━━ Material provided

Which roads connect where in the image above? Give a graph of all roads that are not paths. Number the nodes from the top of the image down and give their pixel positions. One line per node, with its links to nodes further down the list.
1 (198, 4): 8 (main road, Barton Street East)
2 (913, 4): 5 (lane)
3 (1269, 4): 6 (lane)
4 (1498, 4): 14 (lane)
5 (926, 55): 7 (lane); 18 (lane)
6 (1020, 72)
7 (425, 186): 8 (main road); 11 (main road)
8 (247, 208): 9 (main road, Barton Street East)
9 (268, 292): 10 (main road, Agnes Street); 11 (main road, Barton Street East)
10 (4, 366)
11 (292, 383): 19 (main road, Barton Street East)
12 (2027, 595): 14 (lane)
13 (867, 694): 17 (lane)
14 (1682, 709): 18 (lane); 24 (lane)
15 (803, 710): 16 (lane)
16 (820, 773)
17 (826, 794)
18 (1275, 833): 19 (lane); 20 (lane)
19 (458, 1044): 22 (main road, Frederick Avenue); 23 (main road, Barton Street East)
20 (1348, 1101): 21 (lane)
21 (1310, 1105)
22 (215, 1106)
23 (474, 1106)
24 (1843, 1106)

━━━━

*What the task asks*
All of the data above should be set down word for word.

*Your solution*
Which roads connect where in the image above? Give a graph of all roads that are not paths. Number the nodes from the top of the image down and give their pixel positions. One line per node, with its links to nodes further down the list.
1 (198, 4): 8 (main road, Barton Street East)
2 (913, 4): 5 (lane)
3 (1269, 4): 6 (lane)
4 (1498, 4): 14 (lane)
5 (926, 55): 7 (lane); 18 (lane)
6 (1020, 72)
7 (425, 186): 8 (main road); 11 (main road)
8 (247, 208): 9 (main road, Barton Street East)
9 (268, 292): 10 (main road, Agnes Street); 11 (main road, Barton Street East)
10 (4, 366)
11 (292, 383): 19 (main road, Barton Street East)
12 (2027, 595): 14 (lane)
13 (867, 694): 17 (lane)
14 (1682, 709): 18 (lane); 24 (lane)
15 (803, 710): 16 (lane)
16 (820, 773)
17 (826, 794)
18 (1275, 833): 19 (lane); 20 (lane)
19 (458, 1044): 22 (main road, Frederick Avenue); 23 (main road, Barton Street East)
20 (1348, 1101): 21 (lane)
21 (1310, 1105)
22 (215, 1106)
23 (474, 1106)
24 (1843, 1106)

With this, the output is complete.